## TASK BRIEF
Lines in the entries below where the word "hidden" shows up should each be copied.
Start of Block
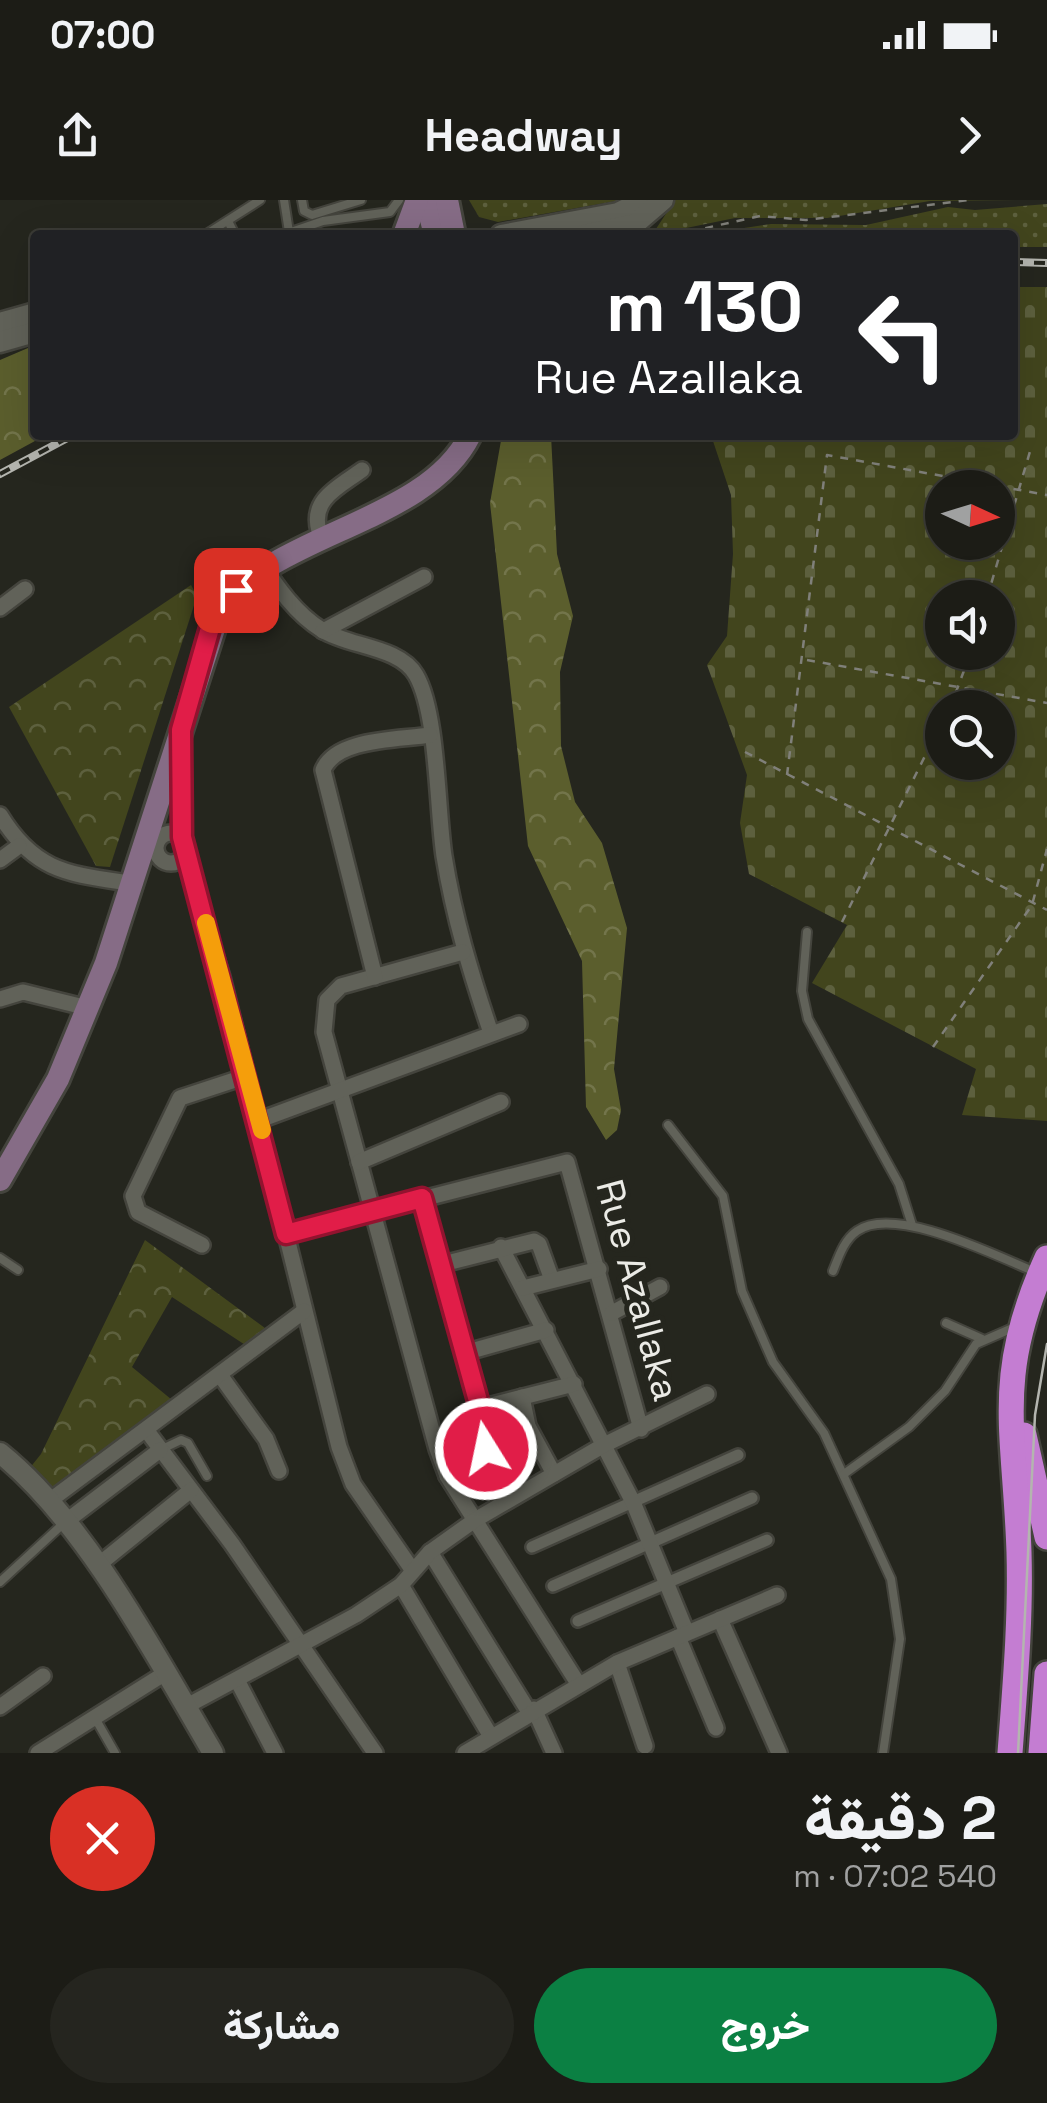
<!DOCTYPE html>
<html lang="ar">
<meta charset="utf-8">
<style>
:root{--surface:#1c1c16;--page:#25251f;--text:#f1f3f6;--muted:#a0a1a1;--line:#3a3a35;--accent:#0b8043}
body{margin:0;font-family:"Space Grotesk",Vazirmatn,sans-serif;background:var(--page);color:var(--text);direction:rtl;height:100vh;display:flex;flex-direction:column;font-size:38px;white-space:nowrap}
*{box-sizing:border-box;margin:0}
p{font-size:32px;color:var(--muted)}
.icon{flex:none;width:55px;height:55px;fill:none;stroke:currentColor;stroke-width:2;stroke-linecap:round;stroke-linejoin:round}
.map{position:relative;height:1553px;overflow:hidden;direction:ltr}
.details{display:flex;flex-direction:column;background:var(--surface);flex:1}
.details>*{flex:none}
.banner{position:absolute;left:30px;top:30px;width:988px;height:210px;border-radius:10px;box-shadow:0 10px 40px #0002,0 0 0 2px var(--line);direction:rtl;background:#202124;color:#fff;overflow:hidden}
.needle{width:65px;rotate:94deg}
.buttons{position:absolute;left:925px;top:270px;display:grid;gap:20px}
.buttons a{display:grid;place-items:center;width:90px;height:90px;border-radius:50%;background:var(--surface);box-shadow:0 10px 40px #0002,0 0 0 2px var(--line);font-size:50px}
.pin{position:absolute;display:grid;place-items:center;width:85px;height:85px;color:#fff;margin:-42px;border-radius:20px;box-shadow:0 5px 15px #0006}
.me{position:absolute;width:110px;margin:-55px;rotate:350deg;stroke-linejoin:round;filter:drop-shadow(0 0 8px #0008)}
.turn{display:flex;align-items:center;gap:35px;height:210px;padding:0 50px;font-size:45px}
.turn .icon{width:130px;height:130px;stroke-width:2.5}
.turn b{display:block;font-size:70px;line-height:85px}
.round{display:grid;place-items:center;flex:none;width:105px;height:105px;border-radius:52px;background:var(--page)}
.overview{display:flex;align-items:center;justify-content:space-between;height:170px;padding:0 50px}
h1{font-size:60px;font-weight:800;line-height:75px}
.primary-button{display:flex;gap:20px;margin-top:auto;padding:20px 50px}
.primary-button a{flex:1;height:115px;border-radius:60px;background:var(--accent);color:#fff;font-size:40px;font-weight:800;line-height:115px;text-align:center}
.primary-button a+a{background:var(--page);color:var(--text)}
.status{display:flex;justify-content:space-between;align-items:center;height:70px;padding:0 50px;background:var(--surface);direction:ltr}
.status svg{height:28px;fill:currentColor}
header{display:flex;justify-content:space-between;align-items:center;height:130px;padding:0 50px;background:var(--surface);font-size:45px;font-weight:800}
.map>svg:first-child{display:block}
</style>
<div class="status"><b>07:00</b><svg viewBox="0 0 49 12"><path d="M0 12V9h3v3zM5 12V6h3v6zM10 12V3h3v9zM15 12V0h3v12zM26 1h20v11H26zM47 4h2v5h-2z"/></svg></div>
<header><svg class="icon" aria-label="forward" viewBox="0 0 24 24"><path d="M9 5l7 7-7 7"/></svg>Headway<svg class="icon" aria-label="share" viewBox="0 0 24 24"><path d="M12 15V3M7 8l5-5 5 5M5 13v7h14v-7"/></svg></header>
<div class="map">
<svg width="1047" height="1553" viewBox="0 0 1047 1553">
<defs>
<pattern id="grass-dots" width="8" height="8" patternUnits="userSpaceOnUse" patternTransform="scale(2.5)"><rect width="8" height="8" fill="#42451d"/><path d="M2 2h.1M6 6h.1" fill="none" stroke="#5d603e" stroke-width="1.8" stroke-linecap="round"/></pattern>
<pattern id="forest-crowns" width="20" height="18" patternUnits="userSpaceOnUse" patternTransform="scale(2.5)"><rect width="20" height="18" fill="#5b5e2d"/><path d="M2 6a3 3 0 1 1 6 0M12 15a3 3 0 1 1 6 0" fill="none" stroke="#73754b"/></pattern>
<pattern id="cemetery-stones" width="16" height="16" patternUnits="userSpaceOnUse" patternTransform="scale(2.5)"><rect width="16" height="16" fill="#42451d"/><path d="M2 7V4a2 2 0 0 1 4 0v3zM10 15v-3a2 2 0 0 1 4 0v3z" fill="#5d603e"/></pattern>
<pattern id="park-crowns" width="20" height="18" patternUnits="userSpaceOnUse" patternTransform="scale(2.5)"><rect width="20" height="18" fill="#42451d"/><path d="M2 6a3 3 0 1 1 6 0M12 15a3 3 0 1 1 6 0" fill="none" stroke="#5d603e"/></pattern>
</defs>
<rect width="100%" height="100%" fill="#25261e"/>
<!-- grass -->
<g fill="url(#grass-dots)">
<path d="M469,0H622L498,22L479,17Z"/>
<path d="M675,0H1016L930,1L827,18H735L652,35Z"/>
<path d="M1047,4V47H1013L1012,35H698L771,24L866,25L948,7L975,10Z"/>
</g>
<!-- forest -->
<g fill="url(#forest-crowns)">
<path d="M35,145V235H46L0,260V160Z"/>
<path d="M502,235H551L557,354L573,416L560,472L561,546L575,602L602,643L627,728L614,869L621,910L617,930L606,940L586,907L582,761L528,646L490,303Z"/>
</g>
<!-- cemetery -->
<path fill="url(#cemetery-stones)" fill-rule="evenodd" d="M1013,87H1047V921L962,915L976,869L812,783L847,725L749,674L740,623L747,575L707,465L727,436L733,354L731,295L711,235H1012ZM942,288H998V342H942ZM942,398H998V452H942ZM942,508H998V562H942Z"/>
<!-- park -->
<g fill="url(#park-crowns)">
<path d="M191,385L197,396L110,667L96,666L9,507Z"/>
<path d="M145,1040L280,1139L259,1154L172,1097L132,1167L183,1209L45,1309L21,1279L41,1254Z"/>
</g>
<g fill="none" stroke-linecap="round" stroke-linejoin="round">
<defs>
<g id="service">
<path d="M284,0L289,32"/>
<path d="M302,0L304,11L312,15L361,0"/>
<path d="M228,21L235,35"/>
<path d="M288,33L323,21L390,12L399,0"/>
<path d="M205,35L260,0"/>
<path d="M807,732L802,791L808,819L899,984L912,1025"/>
<path d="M668,925L723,996L742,1091L773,1162L824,1233L891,1379L900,1439L883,1553"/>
<path d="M0,1058L18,1070"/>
<path d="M833,1071C839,1056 844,1040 857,1031C895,1004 998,1057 1038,1073"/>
<path d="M946,1123L982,1139"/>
<path d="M160,1250L181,1240L188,1243L207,1276"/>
<path d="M844,1274L909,1227L945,1191L976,1144L1015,1127"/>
<path d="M0,1382L64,1323"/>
<path d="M95,1518L115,1553"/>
</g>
<g id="pedestrian">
<path d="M532,1347L738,1255"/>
<path d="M553,1386L752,1298"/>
<path d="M578,1421L767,1340"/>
</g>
<g id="minor">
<path d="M319,331C310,299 339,287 362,270"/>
<path d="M261,362C277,387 296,414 322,430C349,447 399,446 416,475C438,513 437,610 444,656C454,718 471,774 491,833"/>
<path d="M0,408L25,389"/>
<path d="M323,431L424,377"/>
<path d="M180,551L182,637"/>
<path d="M0,615C36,674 71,674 135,684"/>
<circle cx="171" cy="648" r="15"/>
<path d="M184,656L222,777L339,1247L353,1284L411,1368"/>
<path d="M0,660L19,646"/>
<path d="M463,752L341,786L327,800L324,832L437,1249L447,1276L579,1485"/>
<path d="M375,777L323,570C336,538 399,540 430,535"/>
<path d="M0,799L23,792L88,808"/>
<path d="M260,920L519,824"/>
<path d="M359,962L501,902"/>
<path d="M423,998L487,1242L484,1253L447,1276"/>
<path d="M286,1034L567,962L641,1229"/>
<path d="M202,1045L138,1012L133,996L180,898L247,876"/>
<path d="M501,1047L633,1302L687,1433"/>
<path d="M443,1064L534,1041L539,1044L552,1080"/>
<path d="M523,1088L599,1069"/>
<path d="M612,1113L660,1087"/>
<path d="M464,1153L546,1130"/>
<path d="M220,1175L266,1239L279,1271"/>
<path d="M522,1197L528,1226L554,1274"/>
<path d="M480,1208L574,1184"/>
<path d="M147,1231L232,1344L375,1553"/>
<path d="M48,1302L304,1111"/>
<path d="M64,1323L160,1250"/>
<path d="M430,1352L529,1512"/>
<path d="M97,1366L191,1290"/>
<path d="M401,1385L490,1535"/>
<path d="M720,1419L779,1553"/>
<path d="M678,1437L716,1528"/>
<path d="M617,1463L645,1546"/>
<path d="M237,1480L275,1553"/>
<path d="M0,1507L43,1476"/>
<path d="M185,1507L356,1415L401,1385L430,1352L475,1320L604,1245L707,1194"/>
<path d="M534,1509L554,1553"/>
<path d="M38,1553L167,1472"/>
<path d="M465,1553L617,1463L777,1395"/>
</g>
<g id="tertiary">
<path d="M501,35L618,13L644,0"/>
<path d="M583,35L635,24L663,0"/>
<path d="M0,123L35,113"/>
<path d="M0,142L35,132"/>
<path d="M0,1253C86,1322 157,1458 213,1553"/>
</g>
<g id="secondary">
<path d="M426,0L435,35"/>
<path d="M447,0L454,35"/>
<path d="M404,35L417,0"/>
<path d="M0,980L58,879L106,763L221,407C279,332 427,322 470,235"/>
</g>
<g id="trunk">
<path d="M1024,1235L1047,1337"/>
<path d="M1010,1553C1015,1486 1021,1419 1019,1352C1015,1230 993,1177 1047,1058"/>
<path d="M1041,1553L1047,1474"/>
</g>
</defs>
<!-- service casing -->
<use href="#service" stroke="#44443d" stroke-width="12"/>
<!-- pedestrian casing -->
<use href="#pedestrian" stroke="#44443d" stroke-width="16"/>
<!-- minor casing -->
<use href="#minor" stroke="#44443d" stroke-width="20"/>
<!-- tertiary casing -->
<use href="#tertiary" stroke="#44443d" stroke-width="25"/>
<!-- secondary casing -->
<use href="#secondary" stroke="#44443d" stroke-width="28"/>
<!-- trunk casing -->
<use href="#trunk" stroke="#44443d" stroke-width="30"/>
<!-- path -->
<g stroke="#80807a" stroke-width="2.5" stroke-dasharray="8 8" stroke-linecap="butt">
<path d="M674,35L760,16L806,20L969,0"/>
<path d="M987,398L1031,248"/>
<path d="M807,460L1047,503"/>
<path d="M950,508L971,452"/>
<path d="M745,552L1047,710"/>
<path d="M787,575L827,255L1047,295"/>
<path d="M842,722L942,522"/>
<path d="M933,847L1032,705L1047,649"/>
</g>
<!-- service -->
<use href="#service" stroke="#616259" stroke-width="8"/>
<!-- pedestrian -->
<use href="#pedestrian" stroke="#616259" stroke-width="11"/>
<!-- minor -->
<use href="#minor" stroke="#616259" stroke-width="15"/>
<!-- tertiary -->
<use href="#tertiary" stroke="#616259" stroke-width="20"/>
<!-- secondary -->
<use href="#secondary" stroke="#866c86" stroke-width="22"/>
<!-- trunk -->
<use href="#trunk" stroke="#c47dd2" stroke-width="25"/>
<!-- tram -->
<path stroke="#b4b5af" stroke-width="2.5" d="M1018,1553L1035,1215L1047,1144"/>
<defs>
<g id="rail">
<path d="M1012,62L1047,63"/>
<path d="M0,274L73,235"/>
</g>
</defs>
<!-- rail casing -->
<use href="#rail" stroke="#b4b5af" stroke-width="8"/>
<!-- rail -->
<use href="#rail" stroke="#25261e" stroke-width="4" stroke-dasharray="11" stroke-linecap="butt"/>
</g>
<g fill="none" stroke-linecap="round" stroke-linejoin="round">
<defs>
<path id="route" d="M236,390L210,428L181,530L182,637L286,1034L422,998L480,1208L486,1249"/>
</defs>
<!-- route casing -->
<use href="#route" stroke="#92132f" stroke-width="25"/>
<!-- route -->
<use href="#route" stroke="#e11d48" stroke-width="18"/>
<!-- slow -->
<path stroke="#f59e0b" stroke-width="18" d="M206,723L262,930"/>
</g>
<g text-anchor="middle" stroke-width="10" stroke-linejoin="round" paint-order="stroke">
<!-- street labels -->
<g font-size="38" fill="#ebebe6" stroke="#25261e">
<text transform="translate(638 1090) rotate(75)" y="13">Rue Azallaka</text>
</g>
</g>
</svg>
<div class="buttons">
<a><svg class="needle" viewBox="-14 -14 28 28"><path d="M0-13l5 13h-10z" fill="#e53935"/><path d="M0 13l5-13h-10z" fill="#a0a1a1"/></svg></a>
<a><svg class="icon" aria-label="sound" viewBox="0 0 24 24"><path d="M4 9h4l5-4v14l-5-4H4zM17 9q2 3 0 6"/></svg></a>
<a><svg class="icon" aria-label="search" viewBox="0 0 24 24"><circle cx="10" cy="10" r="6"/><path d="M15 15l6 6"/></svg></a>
</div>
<div class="pin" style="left:236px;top:390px;background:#d93025"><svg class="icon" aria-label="arrive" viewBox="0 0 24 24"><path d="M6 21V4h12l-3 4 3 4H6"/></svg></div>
<svg class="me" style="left:486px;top:1249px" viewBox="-20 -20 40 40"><circle r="17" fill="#e11d48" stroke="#fff" stroke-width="3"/><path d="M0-11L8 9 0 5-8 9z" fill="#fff"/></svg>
<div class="banner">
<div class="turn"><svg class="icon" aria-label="left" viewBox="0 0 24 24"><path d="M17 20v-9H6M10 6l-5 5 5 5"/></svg><div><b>130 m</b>Rue Azallaka</div></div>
</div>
</div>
<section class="details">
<div class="overview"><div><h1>2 دقيقة</h1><p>540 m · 07:02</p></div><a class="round" style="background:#d93025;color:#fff"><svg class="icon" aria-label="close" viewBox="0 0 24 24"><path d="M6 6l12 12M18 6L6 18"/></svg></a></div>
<div class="primary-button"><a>خروج</a><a>مشاركة</a></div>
</section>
End of Block
## OUTPUT BELOW
.map{position:relative;height:1553px;overflow:hidden;direction:ltr}
.banner{position:absolute;left:30px;top:30px;width:988px;height:210px;border-radius:10px;box-shadow:0 10px 40px #0002,0 0 0 2px var(--line);direction:rtl;background:#202124;color:#fff;overflow:hidden}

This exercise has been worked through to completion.